Search the data below for the word "Give" and copy each line that holds it.

[The input — start]

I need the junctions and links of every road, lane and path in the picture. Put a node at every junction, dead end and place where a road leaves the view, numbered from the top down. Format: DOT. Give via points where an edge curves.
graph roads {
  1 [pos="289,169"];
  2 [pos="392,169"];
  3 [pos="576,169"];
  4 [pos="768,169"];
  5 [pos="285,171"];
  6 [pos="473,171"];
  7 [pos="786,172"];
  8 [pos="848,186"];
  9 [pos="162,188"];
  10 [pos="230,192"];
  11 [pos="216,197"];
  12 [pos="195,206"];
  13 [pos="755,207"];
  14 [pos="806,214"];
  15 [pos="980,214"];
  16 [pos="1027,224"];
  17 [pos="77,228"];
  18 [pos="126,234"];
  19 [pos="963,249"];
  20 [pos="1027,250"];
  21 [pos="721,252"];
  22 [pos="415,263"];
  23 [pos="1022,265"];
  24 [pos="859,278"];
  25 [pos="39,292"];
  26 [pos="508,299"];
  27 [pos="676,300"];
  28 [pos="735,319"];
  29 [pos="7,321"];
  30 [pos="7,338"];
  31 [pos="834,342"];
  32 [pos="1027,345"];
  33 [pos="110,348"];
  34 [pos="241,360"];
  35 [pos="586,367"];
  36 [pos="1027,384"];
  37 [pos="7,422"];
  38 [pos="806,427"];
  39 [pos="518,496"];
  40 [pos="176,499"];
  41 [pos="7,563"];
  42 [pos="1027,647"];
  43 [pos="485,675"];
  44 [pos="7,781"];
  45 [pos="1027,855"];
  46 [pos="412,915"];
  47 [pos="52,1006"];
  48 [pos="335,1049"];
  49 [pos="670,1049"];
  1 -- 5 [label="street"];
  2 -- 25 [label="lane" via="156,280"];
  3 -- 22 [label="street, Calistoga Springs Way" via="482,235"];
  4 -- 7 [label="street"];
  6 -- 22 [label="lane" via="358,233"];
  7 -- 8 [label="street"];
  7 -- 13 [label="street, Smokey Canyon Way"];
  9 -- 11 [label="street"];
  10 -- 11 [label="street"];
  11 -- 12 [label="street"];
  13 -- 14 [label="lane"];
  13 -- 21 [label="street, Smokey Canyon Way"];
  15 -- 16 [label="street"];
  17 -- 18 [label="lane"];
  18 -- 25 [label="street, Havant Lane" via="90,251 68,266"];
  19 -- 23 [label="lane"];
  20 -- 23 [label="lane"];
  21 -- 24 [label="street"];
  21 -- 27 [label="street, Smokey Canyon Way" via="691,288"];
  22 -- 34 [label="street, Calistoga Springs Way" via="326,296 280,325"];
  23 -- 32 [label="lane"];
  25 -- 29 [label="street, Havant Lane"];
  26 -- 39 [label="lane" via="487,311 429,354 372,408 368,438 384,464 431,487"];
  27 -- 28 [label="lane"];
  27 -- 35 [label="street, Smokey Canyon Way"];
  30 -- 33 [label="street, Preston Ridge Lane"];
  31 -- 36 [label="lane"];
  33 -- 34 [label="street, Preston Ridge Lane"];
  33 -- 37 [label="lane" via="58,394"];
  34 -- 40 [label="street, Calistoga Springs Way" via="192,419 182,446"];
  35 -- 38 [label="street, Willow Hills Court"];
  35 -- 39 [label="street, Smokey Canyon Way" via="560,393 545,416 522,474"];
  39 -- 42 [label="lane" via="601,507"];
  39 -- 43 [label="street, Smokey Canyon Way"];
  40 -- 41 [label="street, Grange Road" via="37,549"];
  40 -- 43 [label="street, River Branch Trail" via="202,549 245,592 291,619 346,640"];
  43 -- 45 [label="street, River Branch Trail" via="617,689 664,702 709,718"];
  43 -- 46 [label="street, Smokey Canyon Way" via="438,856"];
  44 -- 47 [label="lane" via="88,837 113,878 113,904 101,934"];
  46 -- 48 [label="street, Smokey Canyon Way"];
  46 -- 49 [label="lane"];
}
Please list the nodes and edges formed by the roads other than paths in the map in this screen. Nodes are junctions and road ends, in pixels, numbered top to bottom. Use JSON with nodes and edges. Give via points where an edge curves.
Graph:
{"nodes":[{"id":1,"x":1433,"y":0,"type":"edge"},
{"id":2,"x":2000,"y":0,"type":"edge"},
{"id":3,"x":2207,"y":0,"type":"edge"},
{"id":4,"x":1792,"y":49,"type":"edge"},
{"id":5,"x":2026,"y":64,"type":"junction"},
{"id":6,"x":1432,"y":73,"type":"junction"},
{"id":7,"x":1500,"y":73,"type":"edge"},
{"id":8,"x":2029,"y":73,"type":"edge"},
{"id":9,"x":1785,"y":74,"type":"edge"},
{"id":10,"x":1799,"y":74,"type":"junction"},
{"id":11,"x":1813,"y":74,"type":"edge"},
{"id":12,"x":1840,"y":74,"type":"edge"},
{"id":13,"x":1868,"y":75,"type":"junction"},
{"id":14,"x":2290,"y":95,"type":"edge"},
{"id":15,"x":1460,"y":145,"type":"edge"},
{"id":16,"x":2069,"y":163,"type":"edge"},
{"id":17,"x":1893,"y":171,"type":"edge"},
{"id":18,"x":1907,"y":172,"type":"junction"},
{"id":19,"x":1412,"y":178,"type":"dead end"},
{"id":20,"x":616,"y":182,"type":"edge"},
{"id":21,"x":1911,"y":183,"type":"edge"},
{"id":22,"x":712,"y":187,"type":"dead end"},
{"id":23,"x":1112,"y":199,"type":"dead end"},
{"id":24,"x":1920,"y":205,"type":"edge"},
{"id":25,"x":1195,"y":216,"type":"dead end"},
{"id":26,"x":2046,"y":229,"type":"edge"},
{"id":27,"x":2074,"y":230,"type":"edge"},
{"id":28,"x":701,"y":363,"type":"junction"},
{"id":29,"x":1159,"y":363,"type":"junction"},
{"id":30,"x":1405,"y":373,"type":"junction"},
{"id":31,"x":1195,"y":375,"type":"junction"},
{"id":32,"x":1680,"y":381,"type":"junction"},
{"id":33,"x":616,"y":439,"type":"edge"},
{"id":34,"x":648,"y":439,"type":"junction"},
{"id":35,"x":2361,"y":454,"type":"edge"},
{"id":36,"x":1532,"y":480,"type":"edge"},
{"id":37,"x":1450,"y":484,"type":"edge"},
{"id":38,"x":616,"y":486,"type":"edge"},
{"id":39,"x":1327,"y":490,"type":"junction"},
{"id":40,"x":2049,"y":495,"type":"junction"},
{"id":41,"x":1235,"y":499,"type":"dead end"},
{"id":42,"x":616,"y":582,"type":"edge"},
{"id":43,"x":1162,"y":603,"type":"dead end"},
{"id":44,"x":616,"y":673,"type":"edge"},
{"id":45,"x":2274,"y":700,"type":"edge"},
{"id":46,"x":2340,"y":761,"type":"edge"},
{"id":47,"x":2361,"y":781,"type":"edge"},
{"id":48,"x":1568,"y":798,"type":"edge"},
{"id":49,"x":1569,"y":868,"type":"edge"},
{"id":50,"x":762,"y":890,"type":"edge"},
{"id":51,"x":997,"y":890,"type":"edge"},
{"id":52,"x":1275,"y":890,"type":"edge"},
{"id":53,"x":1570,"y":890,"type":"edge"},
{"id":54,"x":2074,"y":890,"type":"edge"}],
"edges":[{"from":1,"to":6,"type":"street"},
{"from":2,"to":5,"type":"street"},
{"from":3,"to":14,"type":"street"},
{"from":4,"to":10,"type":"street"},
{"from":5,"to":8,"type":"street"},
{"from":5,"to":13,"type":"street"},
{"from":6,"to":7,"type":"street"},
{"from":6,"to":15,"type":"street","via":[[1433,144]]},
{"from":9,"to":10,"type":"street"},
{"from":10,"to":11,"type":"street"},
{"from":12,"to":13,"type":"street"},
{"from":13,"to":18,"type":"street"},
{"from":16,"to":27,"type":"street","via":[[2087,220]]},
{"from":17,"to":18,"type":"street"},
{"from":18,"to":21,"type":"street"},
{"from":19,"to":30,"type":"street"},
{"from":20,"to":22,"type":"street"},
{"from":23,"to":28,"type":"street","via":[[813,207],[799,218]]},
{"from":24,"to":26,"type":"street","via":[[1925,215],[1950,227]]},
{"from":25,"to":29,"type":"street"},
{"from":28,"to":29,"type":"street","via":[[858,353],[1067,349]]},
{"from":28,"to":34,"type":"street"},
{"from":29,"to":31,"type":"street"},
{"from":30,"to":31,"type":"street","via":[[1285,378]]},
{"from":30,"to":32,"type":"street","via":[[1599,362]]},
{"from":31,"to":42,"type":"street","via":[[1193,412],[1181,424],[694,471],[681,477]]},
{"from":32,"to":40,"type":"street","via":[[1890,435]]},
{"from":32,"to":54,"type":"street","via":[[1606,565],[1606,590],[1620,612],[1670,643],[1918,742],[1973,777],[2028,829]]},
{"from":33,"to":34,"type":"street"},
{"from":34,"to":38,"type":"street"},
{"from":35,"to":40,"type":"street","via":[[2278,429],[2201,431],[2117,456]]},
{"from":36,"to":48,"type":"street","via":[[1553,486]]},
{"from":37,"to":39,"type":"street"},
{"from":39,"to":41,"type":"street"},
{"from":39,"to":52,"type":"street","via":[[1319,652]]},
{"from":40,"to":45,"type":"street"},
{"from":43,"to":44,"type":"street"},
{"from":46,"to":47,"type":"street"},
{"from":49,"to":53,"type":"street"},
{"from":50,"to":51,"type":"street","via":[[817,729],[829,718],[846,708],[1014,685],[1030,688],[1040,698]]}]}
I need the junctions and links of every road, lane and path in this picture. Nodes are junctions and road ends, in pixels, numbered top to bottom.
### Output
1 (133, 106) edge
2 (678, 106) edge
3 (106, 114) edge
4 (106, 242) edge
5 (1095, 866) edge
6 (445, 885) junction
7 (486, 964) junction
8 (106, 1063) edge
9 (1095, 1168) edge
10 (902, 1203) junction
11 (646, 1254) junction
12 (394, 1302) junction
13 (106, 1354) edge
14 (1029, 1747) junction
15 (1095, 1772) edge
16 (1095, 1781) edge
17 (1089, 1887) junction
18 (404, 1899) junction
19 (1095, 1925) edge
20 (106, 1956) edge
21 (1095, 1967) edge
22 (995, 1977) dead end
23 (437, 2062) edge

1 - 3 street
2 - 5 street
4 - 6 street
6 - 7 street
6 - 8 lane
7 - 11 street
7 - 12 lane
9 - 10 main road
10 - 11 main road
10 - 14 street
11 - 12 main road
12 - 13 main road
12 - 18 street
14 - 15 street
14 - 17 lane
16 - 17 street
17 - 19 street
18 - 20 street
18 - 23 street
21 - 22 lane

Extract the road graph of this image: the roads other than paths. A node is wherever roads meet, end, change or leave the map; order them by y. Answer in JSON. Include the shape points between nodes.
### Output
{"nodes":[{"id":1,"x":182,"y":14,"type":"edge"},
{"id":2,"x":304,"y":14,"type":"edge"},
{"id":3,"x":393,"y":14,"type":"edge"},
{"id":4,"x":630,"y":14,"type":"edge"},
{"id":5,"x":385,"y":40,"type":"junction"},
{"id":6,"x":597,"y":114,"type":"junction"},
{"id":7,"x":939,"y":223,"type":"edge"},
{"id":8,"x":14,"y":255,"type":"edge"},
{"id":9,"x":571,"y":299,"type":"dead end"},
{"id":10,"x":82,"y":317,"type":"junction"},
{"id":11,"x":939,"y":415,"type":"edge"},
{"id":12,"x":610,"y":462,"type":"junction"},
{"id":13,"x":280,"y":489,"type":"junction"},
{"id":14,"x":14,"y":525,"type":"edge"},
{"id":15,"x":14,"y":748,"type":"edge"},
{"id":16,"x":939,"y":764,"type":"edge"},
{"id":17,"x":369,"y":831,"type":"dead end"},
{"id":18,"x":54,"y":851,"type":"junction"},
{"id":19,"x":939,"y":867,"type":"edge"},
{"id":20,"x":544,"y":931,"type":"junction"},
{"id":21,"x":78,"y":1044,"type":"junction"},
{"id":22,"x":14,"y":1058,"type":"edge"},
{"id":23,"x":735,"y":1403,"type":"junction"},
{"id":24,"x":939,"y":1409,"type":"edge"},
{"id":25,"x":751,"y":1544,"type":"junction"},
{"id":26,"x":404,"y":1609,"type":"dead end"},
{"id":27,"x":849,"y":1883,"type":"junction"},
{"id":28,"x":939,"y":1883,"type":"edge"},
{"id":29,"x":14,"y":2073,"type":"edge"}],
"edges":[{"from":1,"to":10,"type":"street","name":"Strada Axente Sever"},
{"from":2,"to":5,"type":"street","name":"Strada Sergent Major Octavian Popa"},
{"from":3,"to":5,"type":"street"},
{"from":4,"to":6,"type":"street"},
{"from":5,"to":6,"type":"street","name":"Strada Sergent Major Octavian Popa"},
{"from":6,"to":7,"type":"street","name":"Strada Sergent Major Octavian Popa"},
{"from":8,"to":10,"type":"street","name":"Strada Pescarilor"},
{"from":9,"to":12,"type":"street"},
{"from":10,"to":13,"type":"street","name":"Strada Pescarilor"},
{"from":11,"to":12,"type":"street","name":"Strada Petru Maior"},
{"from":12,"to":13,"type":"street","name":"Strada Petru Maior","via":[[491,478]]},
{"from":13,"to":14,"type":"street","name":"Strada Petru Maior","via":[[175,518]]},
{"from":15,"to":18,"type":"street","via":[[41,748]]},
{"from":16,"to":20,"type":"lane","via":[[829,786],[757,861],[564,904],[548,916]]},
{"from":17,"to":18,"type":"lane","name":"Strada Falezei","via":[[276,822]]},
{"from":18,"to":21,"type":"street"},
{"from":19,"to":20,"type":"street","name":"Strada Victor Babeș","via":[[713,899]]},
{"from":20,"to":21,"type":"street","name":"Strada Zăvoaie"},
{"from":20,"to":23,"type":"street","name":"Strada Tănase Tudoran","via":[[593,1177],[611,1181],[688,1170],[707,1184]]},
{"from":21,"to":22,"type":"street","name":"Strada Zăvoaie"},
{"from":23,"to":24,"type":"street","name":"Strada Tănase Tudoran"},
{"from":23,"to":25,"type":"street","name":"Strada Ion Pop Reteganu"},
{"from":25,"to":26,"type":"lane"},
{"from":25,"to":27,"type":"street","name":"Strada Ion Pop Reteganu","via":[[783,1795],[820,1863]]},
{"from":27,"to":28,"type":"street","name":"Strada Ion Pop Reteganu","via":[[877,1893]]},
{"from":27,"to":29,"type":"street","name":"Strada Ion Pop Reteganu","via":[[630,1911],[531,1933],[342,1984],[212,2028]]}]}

[The input — finish]

◆ Written solution
I need the junctions and links of every road, lane and path in the picture. Put a node at every junction, dead end and place where a road leaves the view, numbered from the top down. Format: DOT. Give via points where an edge curves.
Please list the nodes and edges formed by the roads other than paths in the map in this screen. Nodes are junctions and road ends, in pixels, numbered top to bottom. Use JSON with nodes and edges. Give via points where an edge curves.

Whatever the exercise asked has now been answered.